Hadoop-archives har Archive history file (small file)

Last Update:2015-12-06 Source: Internet

Author: User

Tags hadoop fs

Developer on Alibaba Coud: Build your first app with APIs, SDKs, and tutorials on the Alibaba Cloud. Read more ＞

Application Scenarios

Keeping a large number of small files in our HDFs (and of course not producing small files is a best practice) will make Namenode's namespace a big deal. The namespace holds the Inode information for the HDFs file, and the more files it needs, the greater the Namenode memory, but the memory is limited after all (this is the current Hadoop mishap).

The following image shows the structure of the Har document. The Har file is generated through MapReduce, and the source file is not deleted after the job ends.

Har command Description

1. Archive command

(1). What is Hadoop archives?
Hadoop Archives is a special file format. A Hadoop archive corresponds to a file system directory. The Hadoop archive extension is *.har. Hadoop archive contains metadata (in the form of _index and _masterindx) and data Files (part-*). The _index file contains file name and location information for files in the archive.
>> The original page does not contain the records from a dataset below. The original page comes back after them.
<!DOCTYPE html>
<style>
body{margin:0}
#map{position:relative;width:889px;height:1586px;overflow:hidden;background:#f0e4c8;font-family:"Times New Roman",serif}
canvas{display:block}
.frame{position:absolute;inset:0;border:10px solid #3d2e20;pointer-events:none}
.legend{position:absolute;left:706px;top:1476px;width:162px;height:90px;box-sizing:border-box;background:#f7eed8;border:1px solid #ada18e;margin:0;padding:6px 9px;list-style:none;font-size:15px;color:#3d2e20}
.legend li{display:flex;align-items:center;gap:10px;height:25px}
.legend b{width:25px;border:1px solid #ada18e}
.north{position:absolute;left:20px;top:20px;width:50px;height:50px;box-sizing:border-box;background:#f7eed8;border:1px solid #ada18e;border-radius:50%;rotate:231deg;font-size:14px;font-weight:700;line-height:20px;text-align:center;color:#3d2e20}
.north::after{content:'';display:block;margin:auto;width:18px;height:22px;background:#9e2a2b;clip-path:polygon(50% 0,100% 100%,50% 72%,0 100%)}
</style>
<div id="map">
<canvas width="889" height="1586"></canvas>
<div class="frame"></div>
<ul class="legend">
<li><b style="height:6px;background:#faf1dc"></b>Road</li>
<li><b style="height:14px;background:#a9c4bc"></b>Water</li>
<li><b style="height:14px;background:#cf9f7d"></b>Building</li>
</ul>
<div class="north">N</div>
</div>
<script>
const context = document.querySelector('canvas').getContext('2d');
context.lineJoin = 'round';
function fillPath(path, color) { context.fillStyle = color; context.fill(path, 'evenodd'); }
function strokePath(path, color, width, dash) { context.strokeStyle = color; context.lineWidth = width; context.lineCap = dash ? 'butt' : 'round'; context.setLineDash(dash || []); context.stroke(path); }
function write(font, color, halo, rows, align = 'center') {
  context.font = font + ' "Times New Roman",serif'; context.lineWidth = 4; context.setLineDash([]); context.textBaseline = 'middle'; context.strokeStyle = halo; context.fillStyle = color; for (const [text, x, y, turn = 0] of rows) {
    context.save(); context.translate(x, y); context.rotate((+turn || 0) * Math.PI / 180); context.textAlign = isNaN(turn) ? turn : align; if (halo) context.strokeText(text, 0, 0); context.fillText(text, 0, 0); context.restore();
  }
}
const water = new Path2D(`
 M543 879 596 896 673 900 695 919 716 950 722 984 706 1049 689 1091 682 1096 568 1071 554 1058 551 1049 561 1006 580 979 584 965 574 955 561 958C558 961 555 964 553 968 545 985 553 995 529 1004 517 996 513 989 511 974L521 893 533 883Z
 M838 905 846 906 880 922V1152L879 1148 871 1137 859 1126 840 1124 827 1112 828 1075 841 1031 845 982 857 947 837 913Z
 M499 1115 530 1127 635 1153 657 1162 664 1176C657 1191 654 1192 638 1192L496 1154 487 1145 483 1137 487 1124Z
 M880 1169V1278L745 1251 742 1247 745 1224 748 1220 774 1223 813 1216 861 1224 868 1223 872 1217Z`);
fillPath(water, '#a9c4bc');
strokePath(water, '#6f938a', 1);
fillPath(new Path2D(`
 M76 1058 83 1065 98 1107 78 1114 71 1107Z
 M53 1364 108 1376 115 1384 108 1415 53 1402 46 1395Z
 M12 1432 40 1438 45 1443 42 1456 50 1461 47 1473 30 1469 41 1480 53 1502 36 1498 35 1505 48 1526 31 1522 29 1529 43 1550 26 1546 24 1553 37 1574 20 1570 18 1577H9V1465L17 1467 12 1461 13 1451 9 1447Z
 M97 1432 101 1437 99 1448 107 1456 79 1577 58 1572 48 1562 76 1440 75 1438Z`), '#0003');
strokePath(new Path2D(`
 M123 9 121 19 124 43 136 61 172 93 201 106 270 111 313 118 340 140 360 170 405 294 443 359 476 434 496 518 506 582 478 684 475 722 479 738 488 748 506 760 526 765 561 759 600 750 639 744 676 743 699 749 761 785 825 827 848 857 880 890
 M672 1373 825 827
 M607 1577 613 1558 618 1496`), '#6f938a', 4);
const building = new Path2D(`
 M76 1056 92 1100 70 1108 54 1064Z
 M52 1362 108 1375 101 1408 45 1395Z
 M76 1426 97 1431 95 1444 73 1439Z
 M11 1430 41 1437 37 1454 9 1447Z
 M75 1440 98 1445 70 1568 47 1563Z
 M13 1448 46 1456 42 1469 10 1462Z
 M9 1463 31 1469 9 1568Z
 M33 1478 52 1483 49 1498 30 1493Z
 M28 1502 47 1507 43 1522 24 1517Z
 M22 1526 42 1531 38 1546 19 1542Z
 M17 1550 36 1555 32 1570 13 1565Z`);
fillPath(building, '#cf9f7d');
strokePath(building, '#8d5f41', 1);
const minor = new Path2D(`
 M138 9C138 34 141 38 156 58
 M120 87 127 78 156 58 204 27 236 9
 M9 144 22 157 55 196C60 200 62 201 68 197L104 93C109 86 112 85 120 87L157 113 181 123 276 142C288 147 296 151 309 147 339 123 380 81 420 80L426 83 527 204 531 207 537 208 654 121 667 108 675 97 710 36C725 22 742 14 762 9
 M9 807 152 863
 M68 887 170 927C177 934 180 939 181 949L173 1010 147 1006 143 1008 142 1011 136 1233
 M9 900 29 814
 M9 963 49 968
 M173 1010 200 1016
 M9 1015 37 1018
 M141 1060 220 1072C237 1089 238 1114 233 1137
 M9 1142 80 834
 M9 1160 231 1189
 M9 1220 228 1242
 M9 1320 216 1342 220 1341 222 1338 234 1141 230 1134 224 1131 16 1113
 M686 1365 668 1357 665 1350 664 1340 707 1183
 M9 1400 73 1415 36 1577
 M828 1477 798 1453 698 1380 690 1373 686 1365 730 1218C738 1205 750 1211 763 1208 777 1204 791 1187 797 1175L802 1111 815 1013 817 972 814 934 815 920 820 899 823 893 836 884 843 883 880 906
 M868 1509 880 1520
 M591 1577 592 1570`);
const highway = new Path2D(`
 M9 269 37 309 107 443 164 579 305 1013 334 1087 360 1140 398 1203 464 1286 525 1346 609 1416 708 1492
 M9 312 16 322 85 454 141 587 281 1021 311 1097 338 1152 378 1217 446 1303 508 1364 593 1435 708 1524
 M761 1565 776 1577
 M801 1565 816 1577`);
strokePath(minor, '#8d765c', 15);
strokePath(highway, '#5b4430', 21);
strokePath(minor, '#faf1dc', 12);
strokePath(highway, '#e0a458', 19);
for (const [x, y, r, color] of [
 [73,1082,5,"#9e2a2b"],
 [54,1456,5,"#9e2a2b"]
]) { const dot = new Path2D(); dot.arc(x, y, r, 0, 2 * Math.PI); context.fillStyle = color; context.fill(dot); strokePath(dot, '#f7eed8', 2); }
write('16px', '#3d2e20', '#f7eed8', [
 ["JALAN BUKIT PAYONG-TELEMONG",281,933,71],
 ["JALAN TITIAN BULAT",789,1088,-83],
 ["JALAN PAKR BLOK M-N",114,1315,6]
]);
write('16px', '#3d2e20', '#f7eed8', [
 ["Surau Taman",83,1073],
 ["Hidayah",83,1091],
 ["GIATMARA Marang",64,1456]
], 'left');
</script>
(2). How do I create a archive?
Usage: Hadoop archive-archivename NAME <src>* <dest>
Command options:
-archivename name of the file to be created.
The path name of the SRC source file system.
Dest Save the destination directory of the archive file.
Example:
Example 1. Archive/user/hadoop/dir1 and/user/hadoop/dir2 to the/user/zoo/file system directory –/user/zoo/foo.har.
[Email protected]:~/Hadoop archive-archivename foo.har/user/hadoop/dir1/user/hadoop/dir2/user/zoo/
When archive is created, the source file Foo.har is not changed or deleted.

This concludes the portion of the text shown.